**About this task:** The lines you return must be all those in the data that hold the string "Edinburgh".
Data provided Start Marker
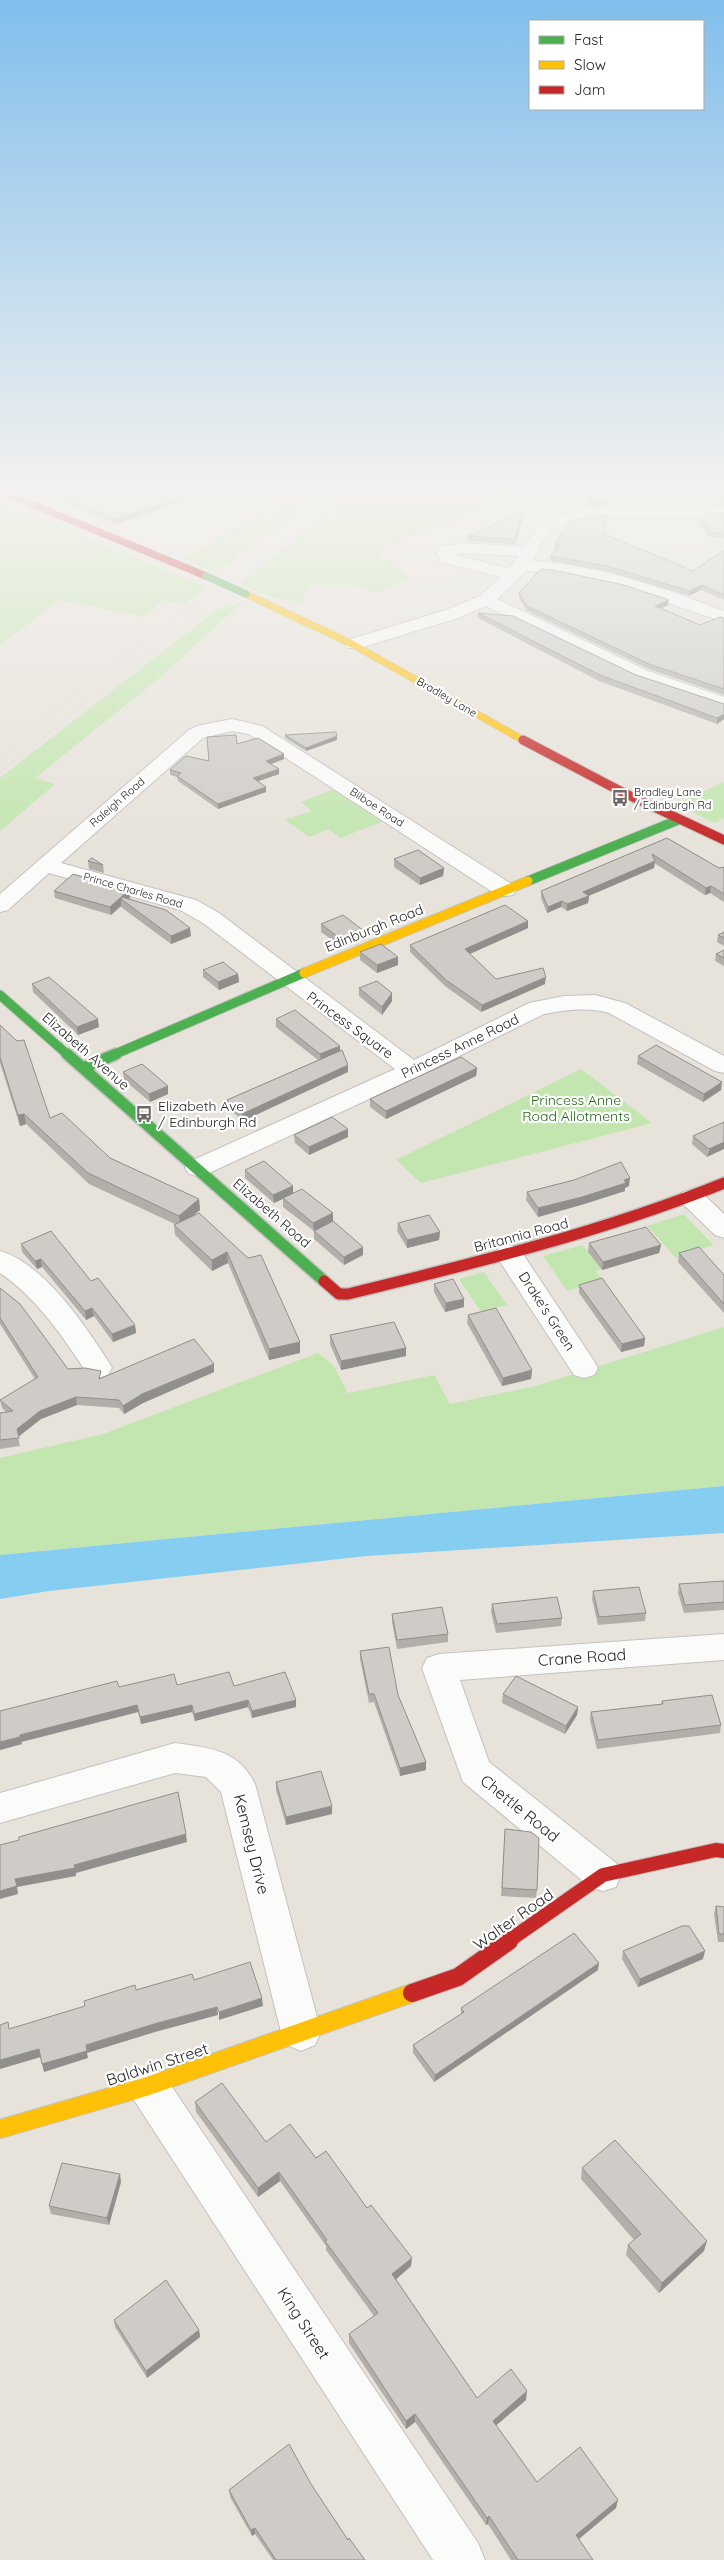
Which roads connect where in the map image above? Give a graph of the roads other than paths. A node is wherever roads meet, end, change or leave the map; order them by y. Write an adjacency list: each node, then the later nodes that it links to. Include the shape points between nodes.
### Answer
1 (277, 608): 6 (street, Bradley Lane, bridge)
2 (465, 608): 6 (street)
3 (504, 608): 7 (street, via 642,675)
4 (702, 608): 5 (street)
5 (724, 617)
6 (354, 644): 9 (street, Bradley Lane, via 483,718)
7 (724, 703)
8 (246, 727): 11 (street, Raleigh Road, via 221,726 196,734); 12 (street, Bilboe Road, via 362,796)
9 (678, 820): 10 (street, Bradley Lane); 12 (street, Edinburgh Road)
10 (724, 840)
11 (44, 865): 13 (street, Raleigh Road); 14 (street, Prince Charles Road, via 188,905 211,918)
12 (505, 890): 14 (street, Edinburgh Road)
13 (0, 906)
14 (289, 979): 17 (street, Edinburgh Road); 18 (street, Princess Square)
15 (0, 995): 17 (street, Elizabeth Avenue)
16 (724, 1066): 18 (street, Princess Anne Road, via 617,1008 595,1002 537,1008)
17 (83, 1068): 19 (street, Elizabeth Avenue)
18 (412, 1070): 19 (street, Princess Anne Road)
19 (198, 1168): 25 (street, Elizabeth Road)
20 (724, 1183): 21 (street, Britannia Road)
21 (692, 1198): 22 (street); 23 (street, Britannia Road)
22 (724, 1229)
23 (509, 1254): 25 (street, Britannia Road, via 348,1294 339,1294); 27 (street, Drake's Green)
24 (0, 1260): 26 (street, via 27,1280)
25 (325, 1281)
26 (98, 1368)
27 (584, 1368)
28 (724, 1647): 29 (street, Crane Road)
29 (439, 1668): 32 (street, Chettle Road, via 475,1771)
30 (0, 1808): 33 (street, Kemsey Drive, via 175,1758 215,1764 237,1784)
31 (724, 1851): 32 (street, Walter Road, via 716,1850)
32 (603, 1875): 33 (street, Walter Road, via 458,1977)
33 (311, 2028): 34 (street, Baldwin Street)
34 (148, 2086): 35 (street, Baldwin Street); 36 (street, King Street)
35 (0, 2129)
36 (461, 2560)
Data provided End Marker
**Result of this exercise:**
9 (678, 820): 10 (street, Bradley Lane); 12 (street, Edinburgh Road)
12 (505, 890): 14 (street, Edinburgh Road)
14 (289, 979): 17 (street, Edinburgh Road); 18 (street, Princess Square)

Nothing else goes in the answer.